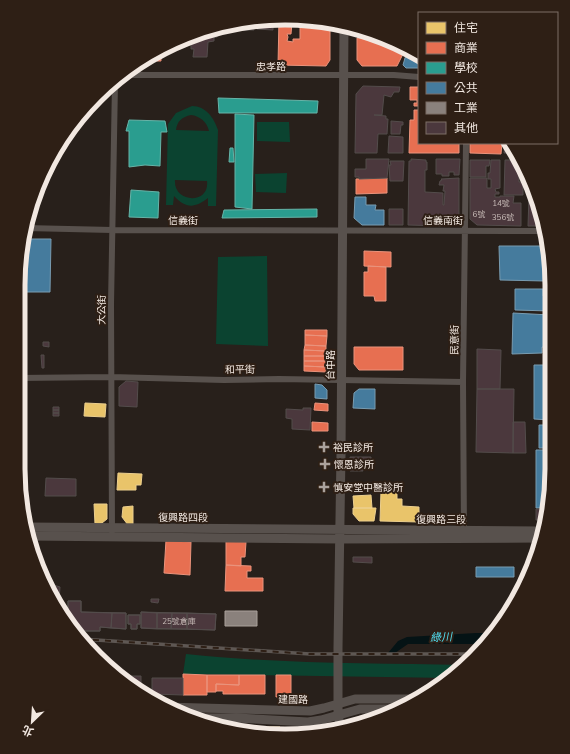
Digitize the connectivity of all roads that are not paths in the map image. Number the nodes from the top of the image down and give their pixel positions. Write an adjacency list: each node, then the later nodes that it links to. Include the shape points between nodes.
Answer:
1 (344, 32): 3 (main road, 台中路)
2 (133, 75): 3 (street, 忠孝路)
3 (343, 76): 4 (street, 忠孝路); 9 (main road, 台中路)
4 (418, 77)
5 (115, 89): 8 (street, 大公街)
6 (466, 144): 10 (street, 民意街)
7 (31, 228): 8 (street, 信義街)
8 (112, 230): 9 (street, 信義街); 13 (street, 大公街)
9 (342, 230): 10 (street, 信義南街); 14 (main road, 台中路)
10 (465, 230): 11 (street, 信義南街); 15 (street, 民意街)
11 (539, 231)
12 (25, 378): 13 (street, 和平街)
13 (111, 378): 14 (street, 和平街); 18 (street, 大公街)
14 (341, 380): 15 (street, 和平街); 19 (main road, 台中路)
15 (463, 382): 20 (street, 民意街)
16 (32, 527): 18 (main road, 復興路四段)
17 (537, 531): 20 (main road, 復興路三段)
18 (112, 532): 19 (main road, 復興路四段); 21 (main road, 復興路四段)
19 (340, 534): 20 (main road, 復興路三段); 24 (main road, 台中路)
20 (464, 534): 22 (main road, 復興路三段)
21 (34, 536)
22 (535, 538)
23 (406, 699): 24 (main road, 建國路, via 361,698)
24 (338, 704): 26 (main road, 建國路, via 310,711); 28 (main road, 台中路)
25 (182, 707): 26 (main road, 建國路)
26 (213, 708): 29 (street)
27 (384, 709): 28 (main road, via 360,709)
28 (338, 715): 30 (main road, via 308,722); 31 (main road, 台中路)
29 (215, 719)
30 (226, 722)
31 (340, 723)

** EXERCISE REQUIREMENTS **
With the pictures left out, transcribe the material exactly.

** ANSWER SECTION **
Digitize the connectivity of all roads that are not paths in the map image. Number the nodes from the top of the image down and give their pixel positions. Write an adjacency list: each node, then the later nodes that it links to. Include the shape points between nodes.
Answer:
1 (344, 32): 3 (main road, 台中路)
2 (133, 75): 3 (street, 忠孝路)
3 (343, 76): 4 (street, 忠孝路); 9 (main road, 台中路)
4 (418, 77)
5 (115, 89): 8 (street, 大公街)
6 (466, 144): 10 (street, 民意街)
7 (31, 228): 8 (street, 信義街)
8 (112, 230): 9 (street, 信義街); 13 (street, 大公街)
9 (342, 230): 10 (street, 信義南街); 14 (main road, 台中路)
10 (465, 230): 11 (street, 信義南街); 15 (street, 民意街)
11 (539, 231)
12 (25, 378): 13 (street, 和平街)
13 (111, 378): 14 (street, 和平街); 18 (street, 大公街)
14 (341, 380): 15 (street, 和平街); 19 (main road, 台中路)
15 (463, 382): 20 (street, 民意街)
16 (32, 527): 18 (main road, 復興路四段)
17 (537, 531): 20 (main road, 復興路三段)
18 (112, 532): 19 (main road, 復興路四段); 21 (main road, 復興路四段)
19 (340, 534): 20 (main road, 復興路三段); 24 (main road, 台中路)
20 (464, 534): 22 (main road, 復興路三段)
21 (34, 536)
22 (535, 538)
23 (406, 699): 24 (main road, 建國路, via 361,698)
24 (338, 704): 26 (main road, 建國路, via 310,711); 28 (main road, 台中路)
25 (182, 707): 26 (main road, 建國路)
26 (213, 708): 29 (street)
27 (384, 709): 28 (main road, via 360,709)
28 (338, 715): 30 (main road, via 308,722); 31 (main road, 台中路)
29 (215, 719)
30 (226, 722)
31 (340, 723)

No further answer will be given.